Typo //, also please keep includes in correct alphabetical order.

llvm/lib/DebugInfo/DWARF/DWARFDebugMacro.cpp
92

It looks like StringExtractor should not be Optional?

SouraVX marked 2 inline comments as done.Apr 23 2020, 12:40 PM
SouraVX added inline comments.
llvm/include/llvm/DebugInfo/DWARF/DWARFDebugMacro.h
12

Ah, Sorry! I'll keep this in mind now onwards.
Thank You for this!

llvm/lib/DebugInfo/DWARF/DWARFDebugMacro.cpp
92

I marked it optional since, for cases of debug_macinfo[.dwo] . String Extractor is not needed since the macro info are represented in macinfo[.dwo] section itself.

The test should be reduced.

llvm/lib/DebugInfo/DWARF/DWARFContext.cpp
273

You do not need type units to parse the macro section. It is better to pass compile_units().

llvm/lib/DebugInfo/DWARF/DWARFDebugMacro.cpp
103

Not all units may reference the macro section. You should skip such units.

168–173

DWARFUnit provides a method for that, getStringOffsetSectionItem(). Please, use it.

By the way, the string extractor can also be obtained from DWARFUnit using the getStringExtractor() method.

SouraVX updated this revision to Diff 259936.EditedApr 24 2020, 11:11 AM

Addressed @ikudrin comments thanks for this!

  • replaced normal_units() with compile_units()
  • Skipped the units which doesn't contribute to macro section.
  • Removed getStringOffsetsExtractor from arguments and used the corresponding getStringOffsetSectionItem() function to retrieve contents.
SouraVX marked 3 inline comments as done.Apr 24 2020, 11:22 AM
SouraVX added inline comments.
llvm/lib/DebugInfo/DWARF/DWARFDebugMacro.cpp
168–173

By the way, the string extractor can also be obtained from DWARFUnit using the getStringExtractor() method.

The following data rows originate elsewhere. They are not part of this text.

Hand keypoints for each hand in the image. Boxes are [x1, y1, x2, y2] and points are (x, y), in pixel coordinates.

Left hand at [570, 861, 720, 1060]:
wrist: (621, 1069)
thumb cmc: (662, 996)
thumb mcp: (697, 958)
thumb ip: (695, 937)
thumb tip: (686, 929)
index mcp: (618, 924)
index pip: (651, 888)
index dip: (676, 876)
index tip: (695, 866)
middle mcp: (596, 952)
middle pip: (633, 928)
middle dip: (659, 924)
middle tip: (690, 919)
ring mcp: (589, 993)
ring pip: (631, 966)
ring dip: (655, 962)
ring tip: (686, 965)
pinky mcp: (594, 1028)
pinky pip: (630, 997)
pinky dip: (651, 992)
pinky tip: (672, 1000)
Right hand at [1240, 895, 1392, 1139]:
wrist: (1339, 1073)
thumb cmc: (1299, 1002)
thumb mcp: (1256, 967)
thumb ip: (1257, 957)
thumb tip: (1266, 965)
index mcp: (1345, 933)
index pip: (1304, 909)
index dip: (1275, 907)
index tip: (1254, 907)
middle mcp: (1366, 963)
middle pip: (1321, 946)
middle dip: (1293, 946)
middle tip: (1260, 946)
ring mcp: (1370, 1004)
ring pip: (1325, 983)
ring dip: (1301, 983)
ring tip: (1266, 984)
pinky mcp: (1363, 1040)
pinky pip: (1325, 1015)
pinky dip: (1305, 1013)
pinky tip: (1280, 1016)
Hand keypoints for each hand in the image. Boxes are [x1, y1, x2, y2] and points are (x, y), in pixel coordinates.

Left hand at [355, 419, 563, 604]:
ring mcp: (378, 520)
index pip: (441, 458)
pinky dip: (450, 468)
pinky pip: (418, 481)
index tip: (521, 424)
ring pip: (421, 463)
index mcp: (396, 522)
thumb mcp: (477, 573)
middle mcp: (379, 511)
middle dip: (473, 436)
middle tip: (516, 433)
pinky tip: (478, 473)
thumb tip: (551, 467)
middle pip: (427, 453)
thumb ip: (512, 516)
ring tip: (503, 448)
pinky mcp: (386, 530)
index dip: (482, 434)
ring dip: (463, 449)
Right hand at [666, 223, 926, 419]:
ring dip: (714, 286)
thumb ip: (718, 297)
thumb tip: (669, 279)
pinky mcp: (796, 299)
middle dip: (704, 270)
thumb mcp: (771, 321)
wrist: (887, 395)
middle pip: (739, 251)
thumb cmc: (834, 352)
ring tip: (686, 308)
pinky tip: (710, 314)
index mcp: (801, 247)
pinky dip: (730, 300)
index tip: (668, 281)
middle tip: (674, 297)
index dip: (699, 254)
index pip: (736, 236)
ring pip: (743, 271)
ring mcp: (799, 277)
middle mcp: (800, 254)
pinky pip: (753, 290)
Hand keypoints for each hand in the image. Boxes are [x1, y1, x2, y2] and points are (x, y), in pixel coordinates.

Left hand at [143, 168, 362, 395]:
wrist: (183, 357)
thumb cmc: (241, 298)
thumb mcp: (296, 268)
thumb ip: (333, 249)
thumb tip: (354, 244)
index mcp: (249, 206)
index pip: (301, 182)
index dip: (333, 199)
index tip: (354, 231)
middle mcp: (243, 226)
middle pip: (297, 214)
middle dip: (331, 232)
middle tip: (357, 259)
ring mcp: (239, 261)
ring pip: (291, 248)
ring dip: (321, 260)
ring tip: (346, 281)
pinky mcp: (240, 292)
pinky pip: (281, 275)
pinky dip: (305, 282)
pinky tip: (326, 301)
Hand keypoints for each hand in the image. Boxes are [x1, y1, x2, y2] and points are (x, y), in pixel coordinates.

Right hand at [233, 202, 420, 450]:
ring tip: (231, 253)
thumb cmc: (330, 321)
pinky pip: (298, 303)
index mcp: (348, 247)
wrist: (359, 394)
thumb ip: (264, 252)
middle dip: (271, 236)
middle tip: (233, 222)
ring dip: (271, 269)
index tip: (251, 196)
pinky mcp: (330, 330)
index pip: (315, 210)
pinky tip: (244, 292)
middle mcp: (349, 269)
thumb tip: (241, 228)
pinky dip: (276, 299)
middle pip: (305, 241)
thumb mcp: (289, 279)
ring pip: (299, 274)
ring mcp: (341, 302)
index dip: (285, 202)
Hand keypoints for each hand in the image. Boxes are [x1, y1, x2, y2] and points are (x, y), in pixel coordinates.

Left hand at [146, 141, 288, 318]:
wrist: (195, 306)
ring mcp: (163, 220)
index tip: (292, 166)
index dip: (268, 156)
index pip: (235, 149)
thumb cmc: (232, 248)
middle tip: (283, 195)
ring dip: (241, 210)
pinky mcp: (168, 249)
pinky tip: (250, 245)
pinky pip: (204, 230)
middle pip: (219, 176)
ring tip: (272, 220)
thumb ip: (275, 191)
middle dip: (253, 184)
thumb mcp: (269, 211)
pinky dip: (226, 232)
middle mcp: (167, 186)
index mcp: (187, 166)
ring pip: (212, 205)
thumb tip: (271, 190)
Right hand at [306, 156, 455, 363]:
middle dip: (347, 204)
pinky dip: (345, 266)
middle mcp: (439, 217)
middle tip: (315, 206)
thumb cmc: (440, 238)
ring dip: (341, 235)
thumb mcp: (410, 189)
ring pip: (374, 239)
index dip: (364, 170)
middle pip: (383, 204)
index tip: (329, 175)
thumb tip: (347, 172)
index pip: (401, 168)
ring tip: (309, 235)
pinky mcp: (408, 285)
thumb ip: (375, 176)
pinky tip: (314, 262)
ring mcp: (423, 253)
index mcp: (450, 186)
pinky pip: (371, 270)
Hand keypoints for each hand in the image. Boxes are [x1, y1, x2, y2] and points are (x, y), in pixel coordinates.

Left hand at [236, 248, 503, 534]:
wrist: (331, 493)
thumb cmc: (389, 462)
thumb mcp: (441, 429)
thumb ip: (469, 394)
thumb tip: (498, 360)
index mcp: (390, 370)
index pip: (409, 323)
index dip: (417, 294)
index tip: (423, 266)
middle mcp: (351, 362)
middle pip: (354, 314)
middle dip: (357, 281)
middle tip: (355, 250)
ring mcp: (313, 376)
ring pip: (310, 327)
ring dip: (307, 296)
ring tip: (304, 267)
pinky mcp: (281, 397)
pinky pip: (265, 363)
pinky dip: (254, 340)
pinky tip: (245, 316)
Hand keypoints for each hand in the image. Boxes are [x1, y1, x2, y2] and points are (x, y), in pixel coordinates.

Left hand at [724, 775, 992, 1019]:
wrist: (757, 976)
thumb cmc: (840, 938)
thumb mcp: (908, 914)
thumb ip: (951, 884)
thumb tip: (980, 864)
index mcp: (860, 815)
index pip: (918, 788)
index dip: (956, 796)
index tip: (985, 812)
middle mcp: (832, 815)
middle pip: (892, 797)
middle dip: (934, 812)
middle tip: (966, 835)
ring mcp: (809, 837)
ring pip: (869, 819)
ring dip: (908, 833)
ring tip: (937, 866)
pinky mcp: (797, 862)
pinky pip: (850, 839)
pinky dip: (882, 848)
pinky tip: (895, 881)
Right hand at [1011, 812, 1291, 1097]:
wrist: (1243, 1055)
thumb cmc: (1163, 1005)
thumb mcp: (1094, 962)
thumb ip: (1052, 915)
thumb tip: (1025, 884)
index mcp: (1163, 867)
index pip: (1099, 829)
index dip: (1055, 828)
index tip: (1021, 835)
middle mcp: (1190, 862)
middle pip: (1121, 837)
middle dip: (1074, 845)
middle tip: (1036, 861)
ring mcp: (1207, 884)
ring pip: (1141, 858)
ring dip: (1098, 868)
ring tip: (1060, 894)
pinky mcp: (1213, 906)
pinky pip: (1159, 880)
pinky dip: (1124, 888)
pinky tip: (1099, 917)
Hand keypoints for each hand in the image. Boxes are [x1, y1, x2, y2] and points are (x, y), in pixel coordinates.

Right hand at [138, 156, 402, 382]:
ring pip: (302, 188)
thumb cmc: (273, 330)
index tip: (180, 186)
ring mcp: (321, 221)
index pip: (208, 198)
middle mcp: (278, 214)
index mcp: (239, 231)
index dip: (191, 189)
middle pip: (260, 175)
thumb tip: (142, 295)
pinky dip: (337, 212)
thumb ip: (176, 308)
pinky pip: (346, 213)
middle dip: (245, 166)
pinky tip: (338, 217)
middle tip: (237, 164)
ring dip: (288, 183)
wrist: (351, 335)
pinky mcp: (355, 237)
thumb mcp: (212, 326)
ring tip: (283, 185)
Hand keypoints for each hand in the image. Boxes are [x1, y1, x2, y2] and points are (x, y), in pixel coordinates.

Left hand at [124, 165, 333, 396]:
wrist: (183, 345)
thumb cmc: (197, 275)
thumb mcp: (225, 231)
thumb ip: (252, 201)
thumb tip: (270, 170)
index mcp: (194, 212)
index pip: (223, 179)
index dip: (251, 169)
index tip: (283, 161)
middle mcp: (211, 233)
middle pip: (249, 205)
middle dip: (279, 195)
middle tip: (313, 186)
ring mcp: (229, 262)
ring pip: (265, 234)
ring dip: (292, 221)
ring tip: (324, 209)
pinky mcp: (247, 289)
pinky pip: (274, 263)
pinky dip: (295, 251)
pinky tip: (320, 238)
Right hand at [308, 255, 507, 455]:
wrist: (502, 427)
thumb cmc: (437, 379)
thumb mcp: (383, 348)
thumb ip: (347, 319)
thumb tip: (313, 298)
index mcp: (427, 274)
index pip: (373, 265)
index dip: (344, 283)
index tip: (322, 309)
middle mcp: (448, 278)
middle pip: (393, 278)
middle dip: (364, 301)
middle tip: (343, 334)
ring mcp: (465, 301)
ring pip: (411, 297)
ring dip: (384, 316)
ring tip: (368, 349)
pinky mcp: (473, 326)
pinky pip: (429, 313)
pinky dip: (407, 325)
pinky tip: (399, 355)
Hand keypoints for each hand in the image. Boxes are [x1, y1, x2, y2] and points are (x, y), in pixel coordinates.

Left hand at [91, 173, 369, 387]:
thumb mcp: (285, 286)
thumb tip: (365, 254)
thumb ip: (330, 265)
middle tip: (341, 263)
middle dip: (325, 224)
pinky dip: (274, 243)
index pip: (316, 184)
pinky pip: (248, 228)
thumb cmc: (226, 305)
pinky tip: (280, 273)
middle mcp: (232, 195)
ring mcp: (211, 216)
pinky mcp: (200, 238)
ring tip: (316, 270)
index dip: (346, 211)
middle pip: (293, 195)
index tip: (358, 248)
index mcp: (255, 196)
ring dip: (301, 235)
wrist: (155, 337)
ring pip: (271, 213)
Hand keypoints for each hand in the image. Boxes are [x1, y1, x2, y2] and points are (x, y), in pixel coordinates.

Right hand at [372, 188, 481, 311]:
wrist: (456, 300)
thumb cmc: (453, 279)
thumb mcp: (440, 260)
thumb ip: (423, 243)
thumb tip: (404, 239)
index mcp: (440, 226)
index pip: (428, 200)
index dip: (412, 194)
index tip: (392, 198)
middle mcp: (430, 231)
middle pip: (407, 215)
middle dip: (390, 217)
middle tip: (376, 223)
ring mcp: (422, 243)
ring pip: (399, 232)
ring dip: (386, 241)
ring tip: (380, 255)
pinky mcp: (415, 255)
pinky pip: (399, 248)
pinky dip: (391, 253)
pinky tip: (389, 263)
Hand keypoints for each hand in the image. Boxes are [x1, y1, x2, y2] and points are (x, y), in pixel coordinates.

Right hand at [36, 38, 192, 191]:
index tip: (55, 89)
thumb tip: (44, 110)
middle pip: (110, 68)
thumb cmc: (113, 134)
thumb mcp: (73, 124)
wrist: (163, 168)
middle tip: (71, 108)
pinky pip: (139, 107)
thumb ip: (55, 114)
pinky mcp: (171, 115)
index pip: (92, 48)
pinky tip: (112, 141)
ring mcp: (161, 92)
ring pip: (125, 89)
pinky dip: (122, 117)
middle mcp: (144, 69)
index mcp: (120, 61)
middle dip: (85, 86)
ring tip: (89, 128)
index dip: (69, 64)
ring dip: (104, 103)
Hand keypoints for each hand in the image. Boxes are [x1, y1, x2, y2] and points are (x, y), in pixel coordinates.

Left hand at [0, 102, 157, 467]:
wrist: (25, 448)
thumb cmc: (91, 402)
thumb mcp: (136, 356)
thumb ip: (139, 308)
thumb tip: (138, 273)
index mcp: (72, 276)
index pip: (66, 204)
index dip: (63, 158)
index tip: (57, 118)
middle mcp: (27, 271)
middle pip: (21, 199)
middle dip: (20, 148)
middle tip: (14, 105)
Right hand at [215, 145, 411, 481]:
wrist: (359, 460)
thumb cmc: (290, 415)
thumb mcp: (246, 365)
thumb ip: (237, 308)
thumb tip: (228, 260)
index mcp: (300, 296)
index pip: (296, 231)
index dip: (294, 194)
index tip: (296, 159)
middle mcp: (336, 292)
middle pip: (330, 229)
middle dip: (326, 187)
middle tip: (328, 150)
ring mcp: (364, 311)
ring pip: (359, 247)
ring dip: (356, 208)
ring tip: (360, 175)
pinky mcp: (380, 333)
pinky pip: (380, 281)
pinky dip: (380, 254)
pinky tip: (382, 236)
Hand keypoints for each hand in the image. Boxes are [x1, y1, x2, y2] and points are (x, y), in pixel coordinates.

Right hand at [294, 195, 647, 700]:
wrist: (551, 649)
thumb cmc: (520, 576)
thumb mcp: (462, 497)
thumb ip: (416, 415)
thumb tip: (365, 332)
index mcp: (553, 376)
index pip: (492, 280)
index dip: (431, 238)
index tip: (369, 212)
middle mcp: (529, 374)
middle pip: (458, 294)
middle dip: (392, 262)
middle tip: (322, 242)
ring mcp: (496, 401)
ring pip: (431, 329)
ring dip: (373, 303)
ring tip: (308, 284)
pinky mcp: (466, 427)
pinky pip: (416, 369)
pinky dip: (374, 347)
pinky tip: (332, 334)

There's small caveat here, consider a case of _strp forms. For this case we don't need any CU information to parse/dump the associated macro content.
So we if try this way --

E.MacroStr = GetContributionUnit()->getStringExtractor().getCStr(&StrOffset);

Then cases which doesn't have CU in first place will end up crashing the dwarfdump.
I tried this approach and ended with crashes for these test cases, as you may notice these test cases only contains the minimum needed information to dump _strp forms which is debug_str and debug_macro section --

Failing Tests (2):
  LLVM :: DebugInfo/X86/debug-macro-macinfo.s
  LLVM :: DebugInfo/X86/debug-macro-v5.s

Shall we continue with earlier approach(pass the String Extractor explicitly) just for the cases of _strp form ?

SouraVX marked an inline comment as done.Apr 24 2020, 11:32 AM

The test should be reduced.

Sorry I saw this a bit late. Just to be on same page WRT this.
I'm planning to reduce it more(previously removed language producer ... attributes) by removing following attributes - DW_AT_stmt_list, DW_AT_comp_dir and remove corresponding temporary labels.
I think rest of the stuff is needed, Please add to this if I'm still missing out.
Thanks a lot!

SouraVX updated this revision to Diff 260127.Apr 25 2020, 11:19 AM

Reduced the test case.

SouraVX marked an inline comment as done.Apr 25 2020, 11:19 AM

Please, do not split definitions for sections in the test. It adds no value, just makes it harder to read.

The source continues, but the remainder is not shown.